Saved data entries:
----------
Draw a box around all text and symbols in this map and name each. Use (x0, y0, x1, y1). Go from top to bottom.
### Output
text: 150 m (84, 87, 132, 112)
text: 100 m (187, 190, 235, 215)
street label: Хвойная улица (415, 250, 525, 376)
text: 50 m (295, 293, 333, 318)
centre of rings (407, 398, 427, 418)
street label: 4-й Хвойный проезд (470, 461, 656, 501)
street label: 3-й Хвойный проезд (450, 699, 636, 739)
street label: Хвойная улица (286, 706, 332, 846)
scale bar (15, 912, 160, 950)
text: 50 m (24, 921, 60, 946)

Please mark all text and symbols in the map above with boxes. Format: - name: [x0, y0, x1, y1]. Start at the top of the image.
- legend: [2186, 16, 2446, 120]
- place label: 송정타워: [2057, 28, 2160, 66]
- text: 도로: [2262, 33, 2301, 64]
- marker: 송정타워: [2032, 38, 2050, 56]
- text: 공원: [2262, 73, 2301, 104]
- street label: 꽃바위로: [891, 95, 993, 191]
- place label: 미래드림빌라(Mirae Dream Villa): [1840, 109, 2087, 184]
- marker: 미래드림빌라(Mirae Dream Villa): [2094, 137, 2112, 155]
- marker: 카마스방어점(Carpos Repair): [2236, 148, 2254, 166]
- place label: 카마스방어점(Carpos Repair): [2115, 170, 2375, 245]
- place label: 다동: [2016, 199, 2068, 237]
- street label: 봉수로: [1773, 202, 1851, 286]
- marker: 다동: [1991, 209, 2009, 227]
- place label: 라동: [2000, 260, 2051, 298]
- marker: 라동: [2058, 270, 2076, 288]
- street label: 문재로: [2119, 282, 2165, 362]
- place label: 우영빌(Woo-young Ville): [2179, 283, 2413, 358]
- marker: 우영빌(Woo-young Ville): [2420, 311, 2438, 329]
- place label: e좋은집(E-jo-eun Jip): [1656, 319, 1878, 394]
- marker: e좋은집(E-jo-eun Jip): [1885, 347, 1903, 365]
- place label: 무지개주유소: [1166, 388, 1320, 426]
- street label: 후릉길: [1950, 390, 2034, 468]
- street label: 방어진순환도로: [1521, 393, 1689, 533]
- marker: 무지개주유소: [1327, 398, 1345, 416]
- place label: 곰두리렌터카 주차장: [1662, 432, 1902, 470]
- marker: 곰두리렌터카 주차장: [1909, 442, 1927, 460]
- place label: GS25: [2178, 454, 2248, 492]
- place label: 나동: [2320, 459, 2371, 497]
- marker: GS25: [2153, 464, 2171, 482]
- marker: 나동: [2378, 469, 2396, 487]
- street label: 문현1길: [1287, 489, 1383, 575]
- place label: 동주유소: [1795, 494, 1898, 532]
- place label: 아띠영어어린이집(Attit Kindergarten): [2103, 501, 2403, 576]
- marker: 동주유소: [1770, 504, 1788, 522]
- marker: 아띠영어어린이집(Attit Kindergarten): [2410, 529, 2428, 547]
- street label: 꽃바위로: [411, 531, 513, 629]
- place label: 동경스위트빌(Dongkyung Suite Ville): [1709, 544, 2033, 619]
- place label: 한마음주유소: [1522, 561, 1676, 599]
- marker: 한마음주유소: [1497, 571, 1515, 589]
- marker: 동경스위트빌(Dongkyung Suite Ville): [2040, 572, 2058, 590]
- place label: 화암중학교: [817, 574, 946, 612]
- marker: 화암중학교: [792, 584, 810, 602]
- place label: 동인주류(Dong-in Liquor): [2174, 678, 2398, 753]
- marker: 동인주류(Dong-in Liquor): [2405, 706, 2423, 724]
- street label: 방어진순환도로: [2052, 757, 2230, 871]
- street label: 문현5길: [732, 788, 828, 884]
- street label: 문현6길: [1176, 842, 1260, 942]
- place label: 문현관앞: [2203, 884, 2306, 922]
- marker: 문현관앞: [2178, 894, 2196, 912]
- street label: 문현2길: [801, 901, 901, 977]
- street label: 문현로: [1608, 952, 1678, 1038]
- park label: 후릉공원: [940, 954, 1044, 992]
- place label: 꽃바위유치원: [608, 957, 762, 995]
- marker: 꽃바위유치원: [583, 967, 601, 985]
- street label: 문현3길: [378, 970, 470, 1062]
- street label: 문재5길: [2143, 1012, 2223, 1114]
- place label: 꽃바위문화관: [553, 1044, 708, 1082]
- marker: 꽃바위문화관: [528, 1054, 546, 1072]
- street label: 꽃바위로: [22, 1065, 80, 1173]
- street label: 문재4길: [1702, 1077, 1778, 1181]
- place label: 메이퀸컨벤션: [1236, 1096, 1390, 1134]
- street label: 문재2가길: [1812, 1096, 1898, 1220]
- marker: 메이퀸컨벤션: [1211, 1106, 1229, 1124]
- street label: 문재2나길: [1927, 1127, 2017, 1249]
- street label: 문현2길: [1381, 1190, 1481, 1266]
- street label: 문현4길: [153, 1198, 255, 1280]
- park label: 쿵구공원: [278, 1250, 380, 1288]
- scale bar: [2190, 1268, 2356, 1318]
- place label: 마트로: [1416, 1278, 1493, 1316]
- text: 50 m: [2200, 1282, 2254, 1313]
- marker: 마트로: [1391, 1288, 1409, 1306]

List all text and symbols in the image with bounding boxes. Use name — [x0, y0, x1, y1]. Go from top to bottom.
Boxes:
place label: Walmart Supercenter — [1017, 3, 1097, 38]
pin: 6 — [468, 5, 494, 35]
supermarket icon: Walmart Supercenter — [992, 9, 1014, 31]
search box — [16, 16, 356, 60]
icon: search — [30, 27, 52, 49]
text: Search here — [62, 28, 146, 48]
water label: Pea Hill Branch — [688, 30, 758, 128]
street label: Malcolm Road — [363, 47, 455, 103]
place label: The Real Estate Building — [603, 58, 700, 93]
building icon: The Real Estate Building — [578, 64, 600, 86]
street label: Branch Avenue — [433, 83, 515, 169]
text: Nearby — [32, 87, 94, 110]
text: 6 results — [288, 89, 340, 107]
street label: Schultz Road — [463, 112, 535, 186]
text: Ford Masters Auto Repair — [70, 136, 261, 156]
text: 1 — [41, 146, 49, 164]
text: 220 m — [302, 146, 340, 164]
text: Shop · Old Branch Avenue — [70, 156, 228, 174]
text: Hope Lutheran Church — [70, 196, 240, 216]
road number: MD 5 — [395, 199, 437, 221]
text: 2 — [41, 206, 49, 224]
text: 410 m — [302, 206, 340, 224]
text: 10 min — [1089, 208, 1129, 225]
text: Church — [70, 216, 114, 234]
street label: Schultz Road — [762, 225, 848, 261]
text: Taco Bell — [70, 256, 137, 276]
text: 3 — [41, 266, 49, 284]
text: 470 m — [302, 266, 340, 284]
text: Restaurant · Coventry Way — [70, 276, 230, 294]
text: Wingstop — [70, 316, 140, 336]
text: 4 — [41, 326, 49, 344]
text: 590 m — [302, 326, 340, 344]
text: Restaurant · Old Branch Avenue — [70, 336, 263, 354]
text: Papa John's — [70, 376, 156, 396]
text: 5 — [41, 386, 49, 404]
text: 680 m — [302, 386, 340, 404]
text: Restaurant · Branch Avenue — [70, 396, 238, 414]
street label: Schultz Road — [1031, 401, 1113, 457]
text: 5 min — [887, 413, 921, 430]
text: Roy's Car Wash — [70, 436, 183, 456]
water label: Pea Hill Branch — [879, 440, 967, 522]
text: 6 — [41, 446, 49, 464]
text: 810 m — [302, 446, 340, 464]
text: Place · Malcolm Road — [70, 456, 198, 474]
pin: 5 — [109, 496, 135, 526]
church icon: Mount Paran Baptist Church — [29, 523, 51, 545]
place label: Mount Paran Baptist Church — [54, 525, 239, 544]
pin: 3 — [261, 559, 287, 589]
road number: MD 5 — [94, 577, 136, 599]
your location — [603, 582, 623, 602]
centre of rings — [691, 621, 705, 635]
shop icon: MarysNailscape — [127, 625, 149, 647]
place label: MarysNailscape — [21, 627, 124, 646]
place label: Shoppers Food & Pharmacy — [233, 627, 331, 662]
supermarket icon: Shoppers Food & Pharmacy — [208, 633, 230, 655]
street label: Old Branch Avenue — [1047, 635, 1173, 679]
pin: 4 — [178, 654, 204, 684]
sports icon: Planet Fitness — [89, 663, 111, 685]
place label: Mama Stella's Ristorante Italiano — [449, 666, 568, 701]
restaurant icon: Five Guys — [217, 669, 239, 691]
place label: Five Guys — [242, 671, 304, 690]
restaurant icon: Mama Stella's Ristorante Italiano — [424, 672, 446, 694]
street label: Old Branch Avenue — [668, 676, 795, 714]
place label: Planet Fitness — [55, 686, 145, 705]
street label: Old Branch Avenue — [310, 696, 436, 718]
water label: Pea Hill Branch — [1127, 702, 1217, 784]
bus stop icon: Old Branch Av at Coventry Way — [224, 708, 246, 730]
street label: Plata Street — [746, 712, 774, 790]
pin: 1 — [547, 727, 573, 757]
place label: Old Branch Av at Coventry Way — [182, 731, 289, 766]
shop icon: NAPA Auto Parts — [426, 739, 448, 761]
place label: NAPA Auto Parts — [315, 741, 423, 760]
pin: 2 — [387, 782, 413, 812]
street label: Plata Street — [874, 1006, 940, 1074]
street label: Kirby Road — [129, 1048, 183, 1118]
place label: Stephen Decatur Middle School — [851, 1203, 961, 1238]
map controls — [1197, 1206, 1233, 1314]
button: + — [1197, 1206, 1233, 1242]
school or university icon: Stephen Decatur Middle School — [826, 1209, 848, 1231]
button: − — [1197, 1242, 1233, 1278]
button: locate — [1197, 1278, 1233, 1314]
----------
■ **WHAT YOU WILL DO**: Every line of the data above that includes "Dongkyung" should be listed.

■ **OUTPUT FOR THIS EXERCISE**:
- place label: 동경스위트빌(Dongkyung Suite Ville): [1709, 544, 2033, 619]
- marker: 동경스위트빌(Dongkyung Suite Ville): [2040, 572, 2058, 590]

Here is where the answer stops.